Emus aren’t the smartest of birds. Their tiny head atop a big body gives you a clue to the size of their brainpower. I once visited an emu farmer and noticed that the emus crowded themselves in one corner of the field, right up against the fence. At the same time his llamas enjoyed the freedom of a hundred grassy, delicious hectares, undisturbed by the noisy crowd at the fence.
We’re often asked by non-profits where they can find the right corporate partners. We recommend they start by understanding their own organisation- its needs, core business, assets and value proposition. That way they gain clarity on which types of businesses are best aligned. In response they usually download the top 100 listed companies and start at the top. Of course, those corporates all have massive profits, but it’s a very crowded and competitive space. If you’re just starting out in partnerships, they may be too big for you or not a great fit. Like the emus at the fence, you’re stuck in a corner while missing the bigger opportunity further afield.

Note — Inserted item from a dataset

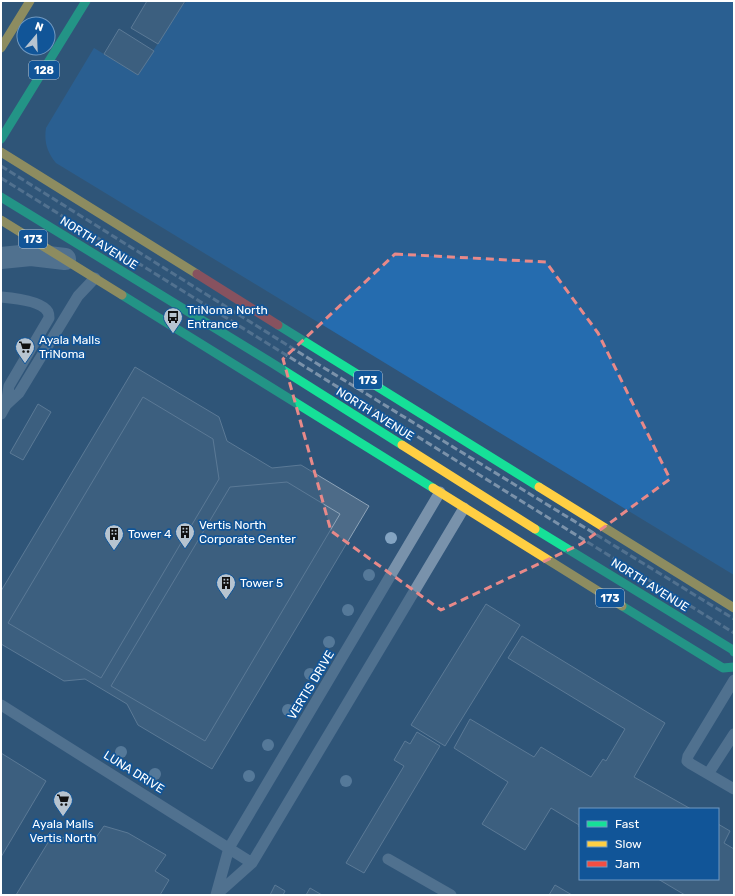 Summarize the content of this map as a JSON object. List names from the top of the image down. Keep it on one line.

Small to medium sized enterprises (SMEs) are often an untapped sector, overlooked in favour of their bigger, glossier competitors. But 98% of businesses in Australia are SMEs, with 2.4 million companies generating $700bln for the economy.
Your best corporate partner could be an SME and here’s why.
Access to decision makers
Large companies are big bureaucracies and there are many layers of approval to navigate before you get a decision. Frustratingly, your key contact can move on or be restructured while you’re building the relationships and then you have to start all over again. With SMEs you can usually get straight to the decision maker, especially if they’re the founder. They’re also less likely to skip to another job in 12 months. When we worked with Carman’s, the maker of muesli and healthy snacks, their head office staff comprised no more than 20 people. Carolyn Cresswell was intimately involved in decisions about community partners. Carman’s recently announced their new partnership with the Wheen Bee Foundation, to plant bee friendly trees on farms and encourage sustainability in food production. Wheen Bee foundation is a small, grassroots organisation based in country Victoria and it’s the perfect alignment for them, in terms of branding and core mission.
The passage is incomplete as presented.